Governments and private companies are investigating how to address the challenges of urban mobility, emphasizing improvements in infrastructure. But one year ago, the New Cities Foundation set out to understand the potential of making commuters part of the solution. In partnership with Ericsson and the University of Berkeley, the Foundation set up a Task Force on Connected Commuting to study the impact of connecting travelers who take the same daily commute route via smartphone apps that allow them to share relevant, useful information with each other. Two pioneering commuting applications were used for the study: Waze (for car commuters) and Roadify (for public transport users).
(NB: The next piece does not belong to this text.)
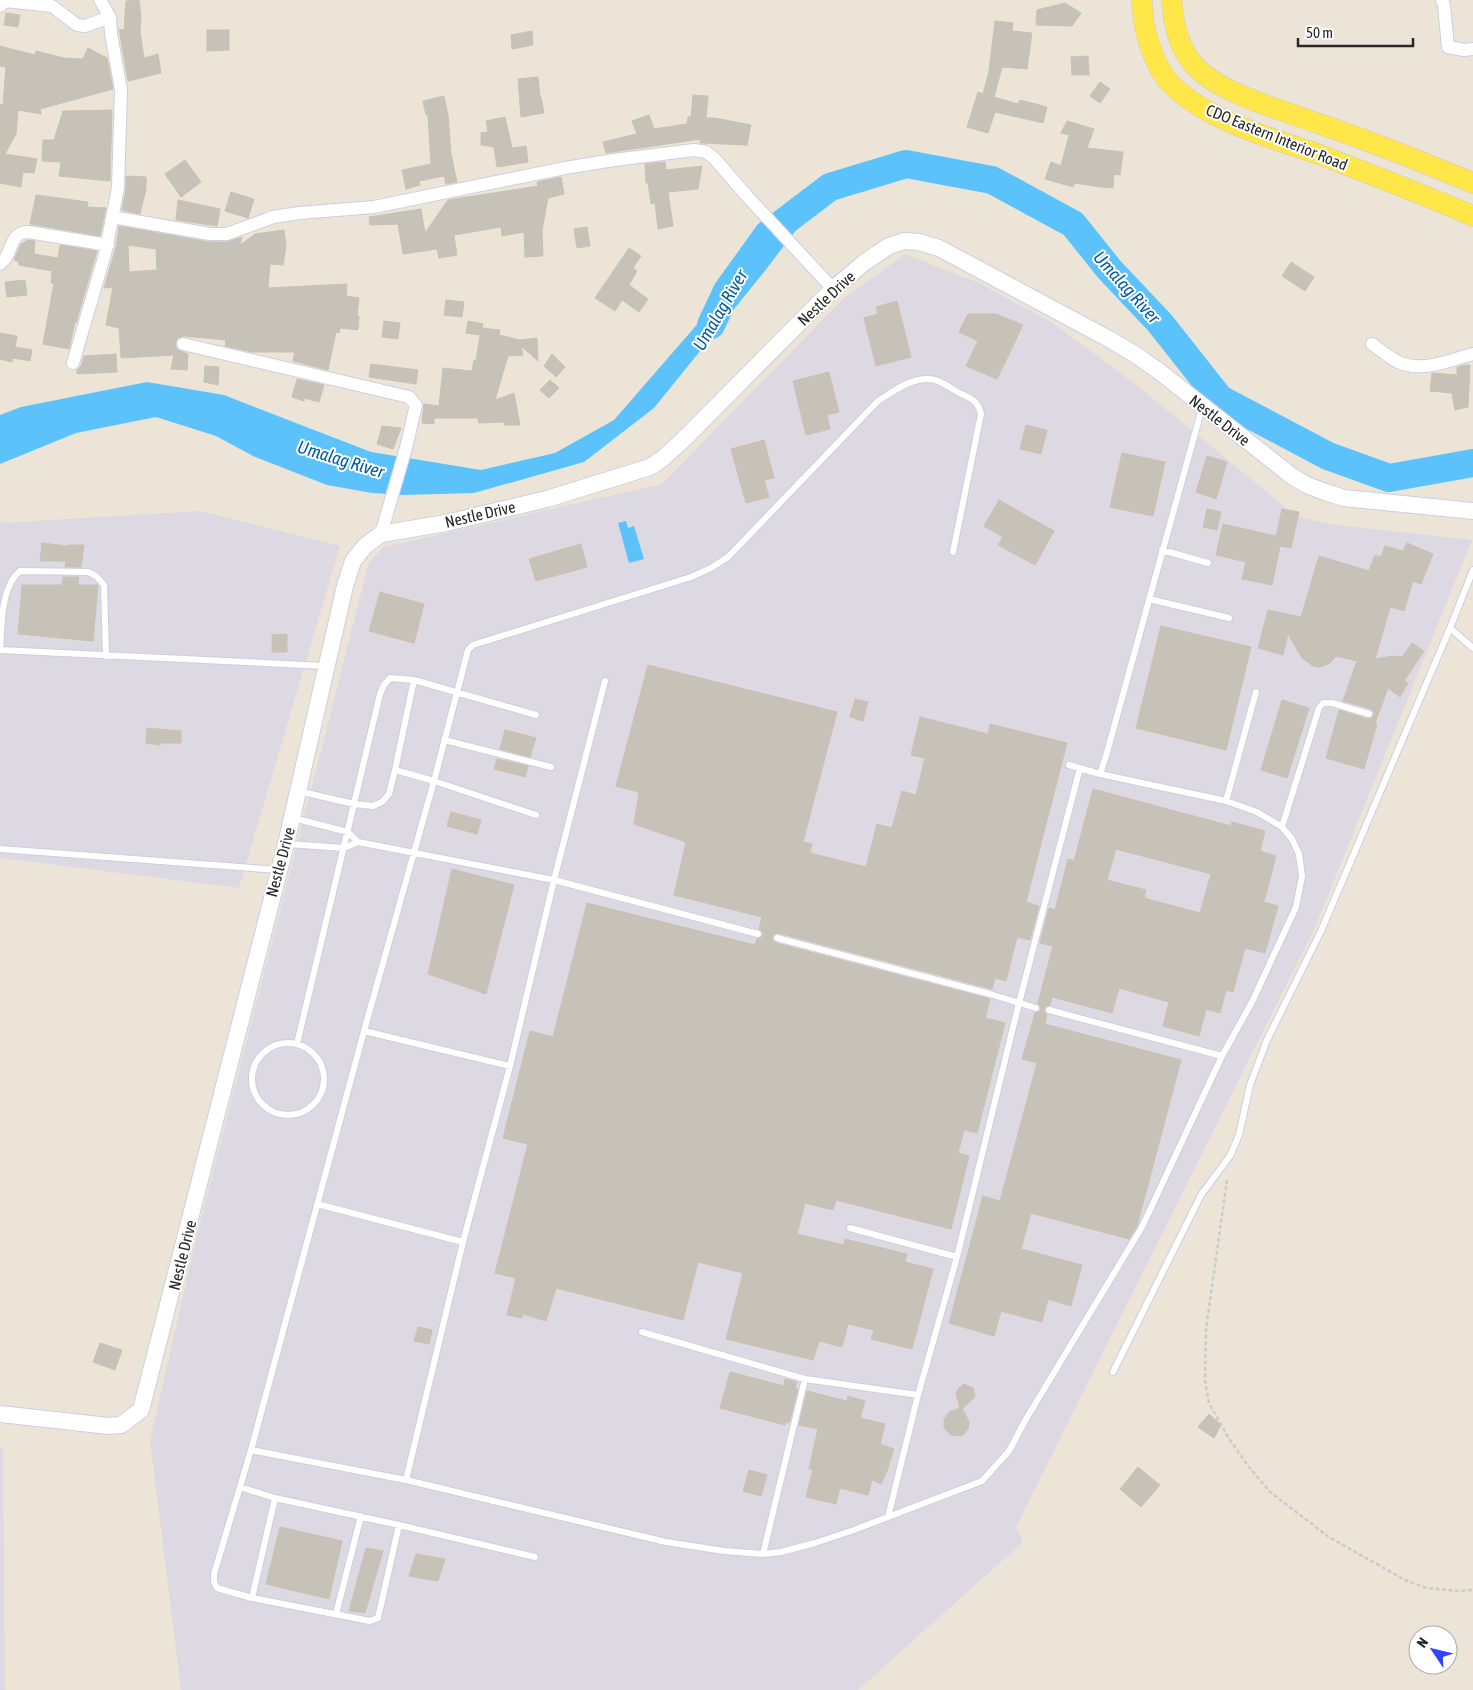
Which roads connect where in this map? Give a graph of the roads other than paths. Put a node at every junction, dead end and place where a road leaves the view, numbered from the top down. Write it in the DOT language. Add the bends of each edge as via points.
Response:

We piloted the study in San Jose, CA, which city ranks 22nd among large American cities in number of person-hours delayed (42 million annually), and 25th in congestion cost ($842 million).
The Task Force wanted to know: can a new level of networking between commuters enhance the overall commuting experience? Is the connected commute "better" than the unconnected commute? From a city perspective, is it more resource efficient?
The findings of this year-long study present an opportunity for transport agencies, local governments and app developers to identify alternative ways to effectively improve the commute experience. From a policy standpoint, the Task Force study's bottom line is this: while innovative long-term solutions such as road space rationing (Brazil), license plate quotas (China), and congestion pricing (Britain) should continue to be implemented, in the short-term, encouraging and utilizing crowd-sourced information sharing among commuters—especially if done in a safe manner—can be an efficient, cost-effective way to build a community of commuters who themselves provide solutions to the woes of commuting.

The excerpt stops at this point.